§ **Assigned task**
If a line in the entries below includes "Sportowa", show that line.

§ **Exercise materials**
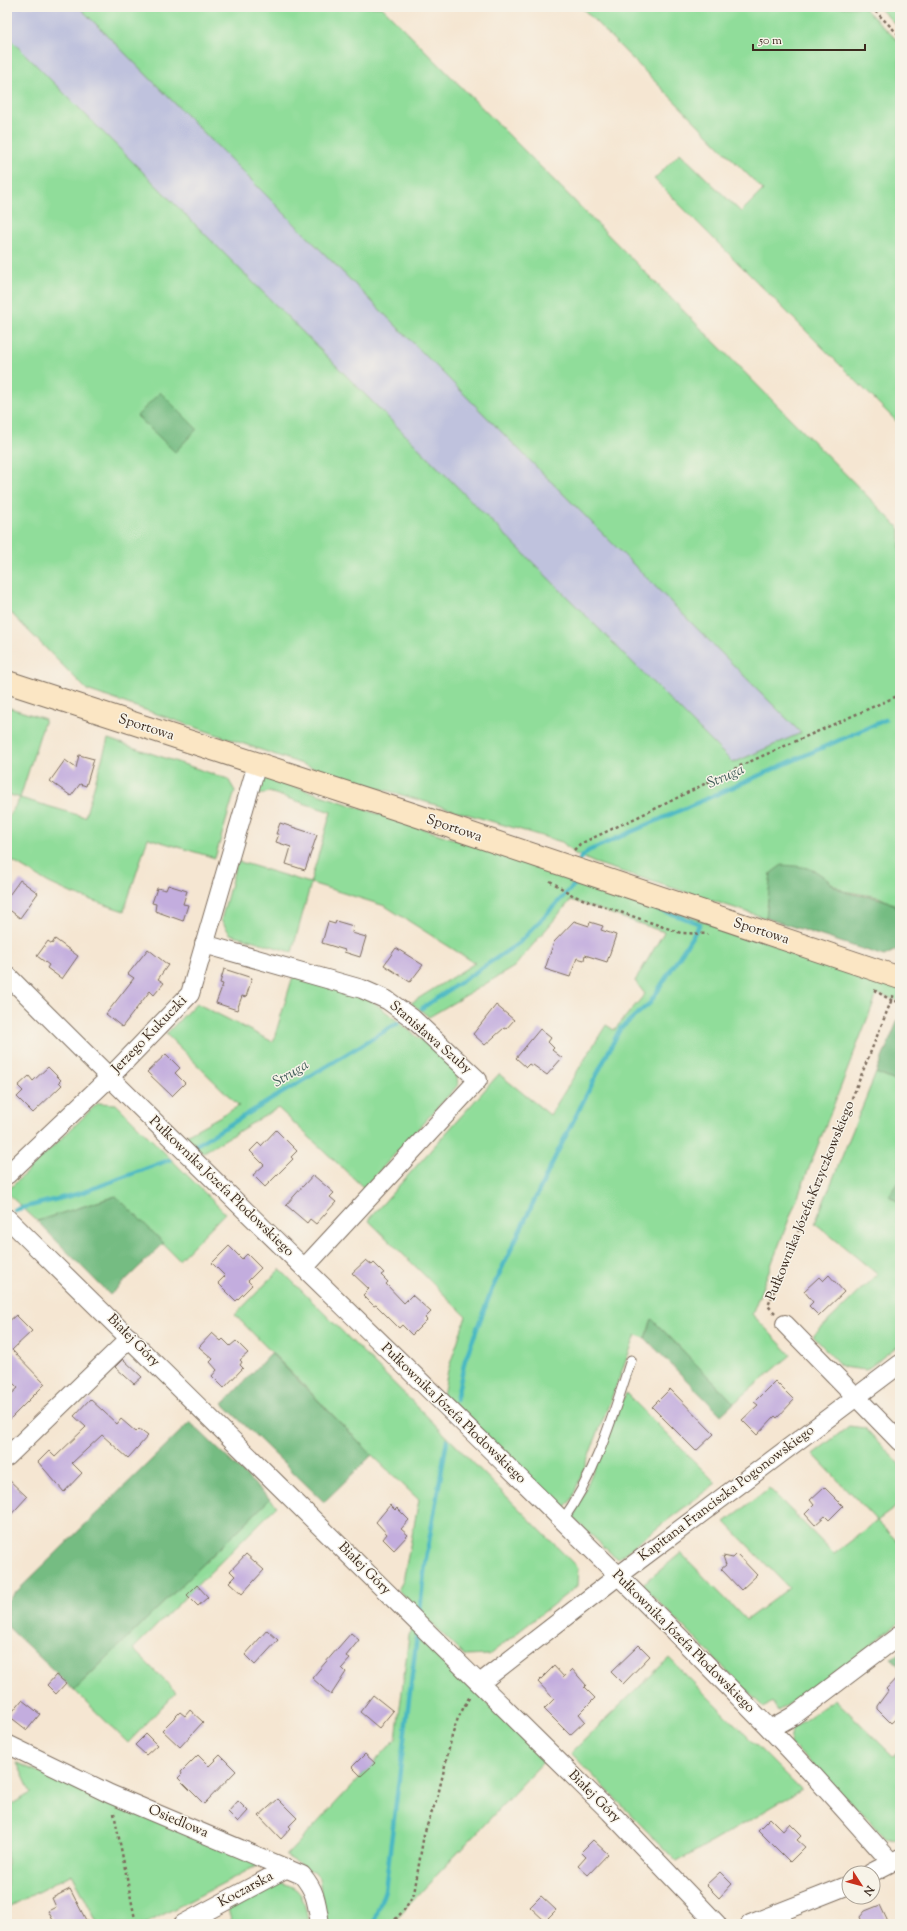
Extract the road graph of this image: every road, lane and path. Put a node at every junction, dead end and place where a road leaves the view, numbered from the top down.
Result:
1 (871, 7) edge
2 (900, 36) edge
3 (7, 682) edge
4 (900, 692) edge
5 (257, 764) junction
6 (561, 865) junction
7 (562, 889) dead end
8 (700, 933) dead end
9 (204, 944) junction
10 (7, 975) edge
11 (897, 986) edge
12 (109, 1078) junction
13 (7, 1175) edge
14 (7, 1218) edge
15 (304, 1268) junction
16 (785, 1324) joint
17 (130, 1338) junction
18 (631, 1360) dead end
19 (900, 1364) edge
20 (856, 1397) junction
21 (900, 1442) edge
22 (7, 1457) edge
23 (562, 1521) junction
24 (618, 1576) junction
25 (900, 1635) edge
26 (480, 1683) junction
27 (770, 1729) junction
28 (7, 1744) edge
29 (110, 1794) junction
30 (895, 1859) edge
31 (881, 1867) edge
32 (287, 1868) junction
33 (841, 1888) edge
34 (136, 1924) edge
35 (183, 1924) edge
36 (320, 1924) edge
37 (390, 1924) edge
38 (717, 1924) edge
39 (750, 1924) edge

1 - 2 path
3 - 5 street, Sportowa
4 - 6 path
5 - 6 street, Sportowa
5 - 9 street, Jerzego Kukuczki
6 - 11 street, Sportowa
7 - 8 path
9 - 12 street, Jerzego Kukuczki
9 - 15 street, Stanisława Szuby
10 - 12 street, Pułkownika Józefa Płodowskiego
11 - 16 path, Pułkownika Józefa Krzyczkowskiego
12 - 13 street, Jerzego Kukuczki
12 - 15 street, Pułkownika Józefa Płodowskiego
14 - 17 street, Białej Góry
15 - 23 street, Pułkownika Józefa Płodowskiego
16 - 20 street
17 - 22 street
17 - 26 street, Białej Góry
18 - 23 lane
19 - 20 street, Kapitana Franciszka Pogonowskiego
20 - 21 street
20 - 24 street, Kapitana Franciszka Pogonowskiego
23 - 24 street, Pułkownika Józefa Płodowskiego
24 - 26 street, Kapitana Franciszka Pogonowskiego
24 - 27 street, Pułkownika Józefa Płodowskiego
25 - 27 street
26 - 37 path
26 - 38 street, Białej Góry
27 - 30 street, Pułkownika Józefa Płodowskiego
28 - 29 street, Osiedlowa
29 - 32 street, Osiedlowa
29 - 34 path
30 - 31 street
32 - 35 street, Koczarska
32 - 36 street, Osiedlowa
33 - 39 street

§ **Finished exercise**
3 - 5 street, Sportowa
5 - 6 street, Sportowa
6 - 11 street, Sportowa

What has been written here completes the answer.